** Opening Exercise inputs block **

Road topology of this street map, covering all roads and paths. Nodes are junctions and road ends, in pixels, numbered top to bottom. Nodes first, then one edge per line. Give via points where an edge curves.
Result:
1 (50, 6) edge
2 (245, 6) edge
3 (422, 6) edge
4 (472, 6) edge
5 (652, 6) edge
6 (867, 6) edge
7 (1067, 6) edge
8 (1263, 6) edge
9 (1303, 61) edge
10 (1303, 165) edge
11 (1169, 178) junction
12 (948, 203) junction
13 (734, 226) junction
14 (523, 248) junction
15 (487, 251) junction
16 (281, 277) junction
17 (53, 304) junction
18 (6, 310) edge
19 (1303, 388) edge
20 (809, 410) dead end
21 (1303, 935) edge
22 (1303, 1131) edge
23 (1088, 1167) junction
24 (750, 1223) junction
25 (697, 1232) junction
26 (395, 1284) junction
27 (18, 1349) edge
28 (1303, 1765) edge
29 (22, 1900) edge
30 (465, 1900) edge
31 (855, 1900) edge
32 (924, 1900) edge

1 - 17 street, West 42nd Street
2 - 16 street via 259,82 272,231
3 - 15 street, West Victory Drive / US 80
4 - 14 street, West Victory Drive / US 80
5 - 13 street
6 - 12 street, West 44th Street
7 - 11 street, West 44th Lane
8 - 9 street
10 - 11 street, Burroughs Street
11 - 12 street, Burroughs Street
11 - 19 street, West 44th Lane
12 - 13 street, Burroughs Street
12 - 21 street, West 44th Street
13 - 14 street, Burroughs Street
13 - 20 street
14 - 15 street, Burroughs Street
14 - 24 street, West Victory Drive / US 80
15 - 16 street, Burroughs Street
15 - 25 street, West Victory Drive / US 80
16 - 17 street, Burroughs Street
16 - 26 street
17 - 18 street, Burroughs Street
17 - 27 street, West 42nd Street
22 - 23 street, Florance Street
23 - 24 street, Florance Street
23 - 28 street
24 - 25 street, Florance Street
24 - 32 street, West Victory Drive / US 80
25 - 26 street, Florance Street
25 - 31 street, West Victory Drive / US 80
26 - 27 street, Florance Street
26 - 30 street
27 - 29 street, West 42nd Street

** Closing Exercise inputs block **
** Opening Exercise inputs block **

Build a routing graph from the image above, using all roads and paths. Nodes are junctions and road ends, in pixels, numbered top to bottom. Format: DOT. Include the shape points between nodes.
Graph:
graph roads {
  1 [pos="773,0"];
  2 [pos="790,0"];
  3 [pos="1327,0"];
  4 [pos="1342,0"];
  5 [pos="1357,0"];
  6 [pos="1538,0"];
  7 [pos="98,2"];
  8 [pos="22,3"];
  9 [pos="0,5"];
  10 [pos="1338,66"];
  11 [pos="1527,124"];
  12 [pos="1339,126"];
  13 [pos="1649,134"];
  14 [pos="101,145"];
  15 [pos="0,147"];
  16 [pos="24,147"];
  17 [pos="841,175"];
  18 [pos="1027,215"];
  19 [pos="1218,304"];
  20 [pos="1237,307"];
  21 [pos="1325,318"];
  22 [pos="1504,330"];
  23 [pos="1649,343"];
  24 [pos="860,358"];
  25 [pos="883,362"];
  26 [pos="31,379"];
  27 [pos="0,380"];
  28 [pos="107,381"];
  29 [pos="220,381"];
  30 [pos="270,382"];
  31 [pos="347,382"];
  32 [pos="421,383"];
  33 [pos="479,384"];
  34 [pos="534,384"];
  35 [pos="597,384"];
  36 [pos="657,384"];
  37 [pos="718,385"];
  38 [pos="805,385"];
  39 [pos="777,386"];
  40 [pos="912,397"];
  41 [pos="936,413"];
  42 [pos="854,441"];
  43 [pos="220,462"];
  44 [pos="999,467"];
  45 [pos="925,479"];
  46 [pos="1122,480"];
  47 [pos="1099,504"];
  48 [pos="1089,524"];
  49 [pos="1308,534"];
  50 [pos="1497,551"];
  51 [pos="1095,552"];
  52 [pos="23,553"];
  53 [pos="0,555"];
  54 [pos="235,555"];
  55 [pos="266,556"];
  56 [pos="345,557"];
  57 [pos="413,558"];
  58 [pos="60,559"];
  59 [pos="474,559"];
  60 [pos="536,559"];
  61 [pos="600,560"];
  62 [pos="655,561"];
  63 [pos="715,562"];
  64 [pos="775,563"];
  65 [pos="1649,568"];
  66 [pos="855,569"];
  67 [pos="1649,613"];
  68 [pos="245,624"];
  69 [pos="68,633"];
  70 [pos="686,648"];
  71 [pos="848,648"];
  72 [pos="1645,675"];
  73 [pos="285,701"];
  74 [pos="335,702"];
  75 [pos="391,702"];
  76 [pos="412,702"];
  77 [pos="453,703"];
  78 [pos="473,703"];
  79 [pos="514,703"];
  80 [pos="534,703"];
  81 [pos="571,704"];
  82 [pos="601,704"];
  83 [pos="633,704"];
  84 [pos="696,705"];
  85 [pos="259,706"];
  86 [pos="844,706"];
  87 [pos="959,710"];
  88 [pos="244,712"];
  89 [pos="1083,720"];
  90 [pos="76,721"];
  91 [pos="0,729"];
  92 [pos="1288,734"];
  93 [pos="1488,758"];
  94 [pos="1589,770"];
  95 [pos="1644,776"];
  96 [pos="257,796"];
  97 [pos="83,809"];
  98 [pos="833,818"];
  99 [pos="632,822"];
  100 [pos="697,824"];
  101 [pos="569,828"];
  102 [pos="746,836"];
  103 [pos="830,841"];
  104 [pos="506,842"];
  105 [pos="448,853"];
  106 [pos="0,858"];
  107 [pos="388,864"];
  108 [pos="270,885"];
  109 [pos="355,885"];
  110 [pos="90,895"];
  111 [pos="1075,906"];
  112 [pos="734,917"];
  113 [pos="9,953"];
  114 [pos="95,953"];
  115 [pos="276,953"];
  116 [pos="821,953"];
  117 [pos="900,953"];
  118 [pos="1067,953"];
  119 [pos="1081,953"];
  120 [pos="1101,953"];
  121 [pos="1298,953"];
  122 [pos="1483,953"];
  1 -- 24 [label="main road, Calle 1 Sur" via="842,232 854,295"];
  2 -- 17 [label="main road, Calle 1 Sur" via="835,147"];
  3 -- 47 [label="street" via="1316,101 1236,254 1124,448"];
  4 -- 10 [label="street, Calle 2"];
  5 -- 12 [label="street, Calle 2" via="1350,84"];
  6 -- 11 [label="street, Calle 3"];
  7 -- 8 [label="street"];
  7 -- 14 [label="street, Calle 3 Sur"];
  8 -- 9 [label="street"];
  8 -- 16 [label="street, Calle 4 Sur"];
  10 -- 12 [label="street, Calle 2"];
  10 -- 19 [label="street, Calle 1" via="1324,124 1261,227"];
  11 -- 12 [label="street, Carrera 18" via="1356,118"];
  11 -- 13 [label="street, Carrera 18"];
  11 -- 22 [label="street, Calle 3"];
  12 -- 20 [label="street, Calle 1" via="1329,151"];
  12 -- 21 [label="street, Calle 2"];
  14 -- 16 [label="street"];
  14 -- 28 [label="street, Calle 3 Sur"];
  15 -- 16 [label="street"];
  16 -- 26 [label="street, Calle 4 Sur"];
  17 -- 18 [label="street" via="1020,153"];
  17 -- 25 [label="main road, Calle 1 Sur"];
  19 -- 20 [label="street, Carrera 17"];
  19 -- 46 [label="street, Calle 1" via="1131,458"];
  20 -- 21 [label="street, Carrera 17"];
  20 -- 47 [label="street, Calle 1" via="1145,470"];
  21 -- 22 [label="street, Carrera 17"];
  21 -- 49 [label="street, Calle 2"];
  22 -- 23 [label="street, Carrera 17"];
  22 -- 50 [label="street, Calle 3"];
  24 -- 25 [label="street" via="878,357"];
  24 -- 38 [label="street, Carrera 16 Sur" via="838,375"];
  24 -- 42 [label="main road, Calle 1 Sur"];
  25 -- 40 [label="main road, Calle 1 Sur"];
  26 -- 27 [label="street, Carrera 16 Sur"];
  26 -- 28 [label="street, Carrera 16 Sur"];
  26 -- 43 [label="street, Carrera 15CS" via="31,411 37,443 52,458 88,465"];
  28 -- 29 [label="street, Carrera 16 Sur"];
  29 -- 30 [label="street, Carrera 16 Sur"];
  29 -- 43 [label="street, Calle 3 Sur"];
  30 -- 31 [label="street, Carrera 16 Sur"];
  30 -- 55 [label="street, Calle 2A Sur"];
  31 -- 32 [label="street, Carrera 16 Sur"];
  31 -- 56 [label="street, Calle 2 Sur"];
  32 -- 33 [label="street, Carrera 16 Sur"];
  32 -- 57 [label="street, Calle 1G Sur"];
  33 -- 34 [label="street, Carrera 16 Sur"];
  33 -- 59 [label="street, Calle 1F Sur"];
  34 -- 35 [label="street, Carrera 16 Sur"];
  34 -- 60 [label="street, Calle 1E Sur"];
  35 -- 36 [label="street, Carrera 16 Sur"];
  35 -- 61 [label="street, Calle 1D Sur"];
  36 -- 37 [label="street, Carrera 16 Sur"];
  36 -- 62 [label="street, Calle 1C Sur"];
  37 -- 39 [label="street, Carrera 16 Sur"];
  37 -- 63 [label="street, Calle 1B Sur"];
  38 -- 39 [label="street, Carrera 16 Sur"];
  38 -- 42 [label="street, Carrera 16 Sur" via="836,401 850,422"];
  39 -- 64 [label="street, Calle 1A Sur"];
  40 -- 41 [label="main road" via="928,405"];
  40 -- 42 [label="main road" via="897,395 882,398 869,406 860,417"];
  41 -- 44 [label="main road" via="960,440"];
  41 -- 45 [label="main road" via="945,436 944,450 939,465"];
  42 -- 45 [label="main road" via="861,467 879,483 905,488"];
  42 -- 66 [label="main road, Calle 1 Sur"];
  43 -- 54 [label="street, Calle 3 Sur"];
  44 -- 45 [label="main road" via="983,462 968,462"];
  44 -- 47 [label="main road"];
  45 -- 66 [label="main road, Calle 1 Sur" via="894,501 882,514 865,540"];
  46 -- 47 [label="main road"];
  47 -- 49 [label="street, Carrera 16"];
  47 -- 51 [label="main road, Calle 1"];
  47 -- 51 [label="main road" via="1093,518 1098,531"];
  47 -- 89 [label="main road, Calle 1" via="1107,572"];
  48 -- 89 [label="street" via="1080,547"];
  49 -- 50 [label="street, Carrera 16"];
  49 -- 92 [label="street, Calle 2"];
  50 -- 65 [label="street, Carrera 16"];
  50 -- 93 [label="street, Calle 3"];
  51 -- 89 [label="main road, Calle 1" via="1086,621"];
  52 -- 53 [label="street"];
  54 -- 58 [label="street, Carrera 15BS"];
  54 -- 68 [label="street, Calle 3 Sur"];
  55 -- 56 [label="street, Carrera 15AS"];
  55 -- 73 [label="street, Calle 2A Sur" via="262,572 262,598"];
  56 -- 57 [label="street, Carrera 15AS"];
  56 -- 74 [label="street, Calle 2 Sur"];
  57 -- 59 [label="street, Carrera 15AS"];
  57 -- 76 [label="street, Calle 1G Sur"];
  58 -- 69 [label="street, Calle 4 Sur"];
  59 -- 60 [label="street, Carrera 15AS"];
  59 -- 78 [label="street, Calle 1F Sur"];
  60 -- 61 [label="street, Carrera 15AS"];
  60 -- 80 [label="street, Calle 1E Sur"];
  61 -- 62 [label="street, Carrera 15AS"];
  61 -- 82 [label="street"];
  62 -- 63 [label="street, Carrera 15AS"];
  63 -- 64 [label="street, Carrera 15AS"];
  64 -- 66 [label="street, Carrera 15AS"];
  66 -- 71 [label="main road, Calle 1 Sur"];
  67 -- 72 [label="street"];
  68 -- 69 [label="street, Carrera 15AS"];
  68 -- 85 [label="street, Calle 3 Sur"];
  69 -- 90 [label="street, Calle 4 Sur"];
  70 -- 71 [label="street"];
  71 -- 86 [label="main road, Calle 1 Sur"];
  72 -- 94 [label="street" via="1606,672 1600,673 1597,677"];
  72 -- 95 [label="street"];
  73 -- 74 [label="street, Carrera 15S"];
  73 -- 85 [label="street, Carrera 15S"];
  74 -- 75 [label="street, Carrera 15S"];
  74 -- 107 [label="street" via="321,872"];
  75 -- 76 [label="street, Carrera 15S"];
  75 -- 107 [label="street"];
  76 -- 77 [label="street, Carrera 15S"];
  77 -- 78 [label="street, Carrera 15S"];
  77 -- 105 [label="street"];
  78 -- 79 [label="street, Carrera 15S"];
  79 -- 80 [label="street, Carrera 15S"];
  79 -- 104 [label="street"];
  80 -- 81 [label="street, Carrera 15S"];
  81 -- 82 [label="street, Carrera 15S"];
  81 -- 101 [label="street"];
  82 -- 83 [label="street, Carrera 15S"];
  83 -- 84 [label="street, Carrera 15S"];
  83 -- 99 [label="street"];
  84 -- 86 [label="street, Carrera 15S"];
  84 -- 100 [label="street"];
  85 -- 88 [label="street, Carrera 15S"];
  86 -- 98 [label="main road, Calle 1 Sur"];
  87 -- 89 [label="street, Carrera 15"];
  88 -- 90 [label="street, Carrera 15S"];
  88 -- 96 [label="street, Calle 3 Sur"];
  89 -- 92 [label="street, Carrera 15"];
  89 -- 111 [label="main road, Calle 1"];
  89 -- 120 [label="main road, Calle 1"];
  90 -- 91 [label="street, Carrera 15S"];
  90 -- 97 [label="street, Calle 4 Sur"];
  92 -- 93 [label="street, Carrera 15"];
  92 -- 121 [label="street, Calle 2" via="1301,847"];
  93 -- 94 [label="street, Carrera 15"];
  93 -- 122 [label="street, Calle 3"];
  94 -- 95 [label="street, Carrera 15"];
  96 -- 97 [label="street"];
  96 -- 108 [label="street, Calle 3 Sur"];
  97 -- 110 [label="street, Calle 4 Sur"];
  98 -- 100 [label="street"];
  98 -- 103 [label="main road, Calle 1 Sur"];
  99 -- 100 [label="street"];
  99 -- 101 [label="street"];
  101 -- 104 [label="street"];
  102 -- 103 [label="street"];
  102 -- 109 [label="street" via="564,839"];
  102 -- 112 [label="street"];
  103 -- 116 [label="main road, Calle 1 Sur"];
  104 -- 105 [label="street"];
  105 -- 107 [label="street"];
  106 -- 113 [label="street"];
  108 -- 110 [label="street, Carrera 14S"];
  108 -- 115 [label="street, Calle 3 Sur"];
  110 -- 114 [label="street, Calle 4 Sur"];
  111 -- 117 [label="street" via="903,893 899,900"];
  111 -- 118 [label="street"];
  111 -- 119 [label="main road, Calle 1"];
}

** Closing Exercise inputs block **

Problem:
Wherever a line in the entries above holds "Lane", copy that line.

Answer to this task:
7 - 11 street, West 44th Lane
11 - 19 street, West 44th Lane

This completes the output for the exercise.